U.S. Restores Some Nicaraguan Aid Over Helms’ Objections
WASHINGTON (AP) _ The Bush administration is restoring some aid to Nicaragua after a six- month suspension because of concern that the country’s growing financial difficulties threaten economic stability.
In announcing the restoration of $54 million in assistance, the State Department defied the wishes of Sen. Jesse Helms, R-N.C., who has had a running feud with the administration over Nicaraguan policy for more than a year.
At Helms’ request, the administration suspended $104 million in aid to Nicaragua in June.
State Department spokesman Richard Boucher said Thursday that Nicaragua needs the $54 million to sustain its economic-recovery program and to preserve gains made in controlling inflation.

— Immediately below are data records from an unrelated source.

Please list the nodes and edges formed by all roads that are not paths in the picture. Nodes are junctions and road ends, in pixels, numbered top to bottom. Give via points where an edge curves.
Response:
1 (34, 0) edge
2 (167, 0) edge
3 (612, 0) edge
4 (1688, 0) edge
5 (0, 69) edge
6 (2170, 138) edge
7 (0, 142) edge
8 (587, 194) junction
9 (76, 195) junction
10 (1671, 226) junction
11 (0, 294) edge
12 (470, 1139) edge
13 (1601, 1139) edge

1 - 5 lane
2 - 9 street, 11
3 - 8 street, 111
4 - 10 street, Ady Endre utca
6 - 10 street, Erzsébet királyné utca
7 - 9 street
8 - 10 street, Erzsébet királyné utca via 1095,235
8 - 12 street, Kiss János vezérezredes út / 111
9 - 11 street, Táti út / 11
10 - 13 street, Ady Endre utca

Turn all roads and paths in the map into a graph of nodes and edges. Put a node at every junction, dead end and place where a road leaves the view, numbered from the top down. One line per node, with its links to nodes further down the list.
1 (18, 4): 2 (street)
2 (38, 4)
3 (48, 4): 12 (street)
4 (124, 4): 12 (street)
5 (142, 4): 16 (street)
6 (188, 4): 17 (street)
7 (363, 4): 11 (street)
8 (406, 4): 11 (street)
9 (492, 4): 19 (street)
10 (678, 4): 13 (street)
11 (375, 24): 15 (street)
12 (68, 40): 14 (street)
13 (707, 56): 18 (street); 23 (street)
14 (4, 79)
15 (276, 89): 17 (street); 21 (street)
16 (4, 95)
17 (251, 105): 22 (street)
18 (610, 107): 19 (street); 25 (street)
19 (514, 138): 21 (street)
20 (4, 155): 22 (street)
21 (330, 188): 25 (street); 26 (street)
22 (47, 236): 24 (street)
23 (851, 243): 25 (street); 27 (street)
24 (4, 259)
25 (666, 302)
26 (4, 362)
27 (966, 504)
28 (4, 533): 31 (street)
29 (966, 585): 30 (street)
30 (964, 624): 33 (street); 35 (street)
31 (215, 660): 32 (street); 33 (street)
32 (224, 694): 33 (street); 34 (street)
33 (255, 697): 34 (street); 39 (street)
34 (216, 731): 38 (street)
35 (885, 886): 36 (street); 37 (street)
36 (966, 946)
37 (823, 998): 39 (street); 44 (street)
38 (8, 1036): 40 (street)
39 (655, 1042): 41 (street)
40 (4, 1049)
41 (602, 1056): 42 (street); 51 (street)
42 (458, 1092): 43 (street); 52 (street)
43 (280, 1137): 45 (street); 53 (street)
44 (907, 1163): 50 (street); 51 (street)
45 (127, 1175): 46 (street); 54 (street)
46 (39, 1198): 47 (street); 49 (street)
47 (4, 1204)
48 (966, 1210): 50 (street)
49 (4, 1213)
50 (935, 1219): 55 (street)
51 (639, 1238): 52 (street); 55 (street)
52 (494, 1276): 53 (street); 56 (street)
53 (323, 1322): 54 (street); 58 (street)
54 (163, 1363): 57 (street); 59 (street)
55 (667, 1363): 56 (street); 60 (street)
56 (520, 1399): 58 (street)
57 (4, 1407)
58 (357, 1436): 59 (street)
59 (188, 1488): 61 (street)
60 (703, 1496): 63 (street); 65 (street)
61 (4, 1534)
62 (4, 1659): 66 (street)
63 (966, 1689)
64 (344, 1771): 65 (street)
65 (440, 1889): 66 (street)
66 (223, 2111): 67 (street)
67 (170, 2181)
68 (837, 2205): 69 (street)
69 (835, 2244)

He said the funds also will enable Nicaragua to stay on good terms with international lending institutions.
Boucher acknowledged that the administration continues to be concerned about developments in Nicaragua on several issues.
″Nicaragua will not be able to promote economic growth or attract foreign investment unless the rule of law and civilian authority over the security forces are firmly established and property rights and human rights are firmly protected,″ he said.
Of particular concern have been continued influence by the leftist Sandinista Front in the government and the murders of former members of the Nicaraguan Contras. A Helms aide said the death toll as of September was 217.
Helms was displeased with the administration’s move Thursday and planned to seek legislation to prevent the remaining $50 million from being disbursed, the aide said.
In a statement, Helms said President Bush ″has been tragically misled on this one by his advisors - who should know better than to send another $54 million of the American taxpayers’ money to the brutal and corrupt government of Nicaragua.″
He said the Nicaraguan government refuses to return properties taken from more than 500 U.S. citizens and ″continues to use murder and intimidation to implement its unwise policies.″
The State Department said the unresolved cases involve 919 properties belonging to 314 U.S. citizens. The properties are valued at $367 million.
Nicaraguan Ambassador Ernesto Palazio said the conflict over property rights was nearing a solution. He said it would have been ″extremely difficult″ for Nicaragua to meet its repayment obligations to international lending institutions if the administration had continued to withhold the aid money.
Helms was a stalwart backer of the Contras in the 1980s and has said the administration has been too indulgent with President Violeta Chamorro, who defeated Sandinista President Daniel Ortega in 1990.
Chamorro has extended the hand of friendship to the Sandinistas because, to do otherwise, she has said, would only prolong the divisions that have crippled Nicaragua for decades.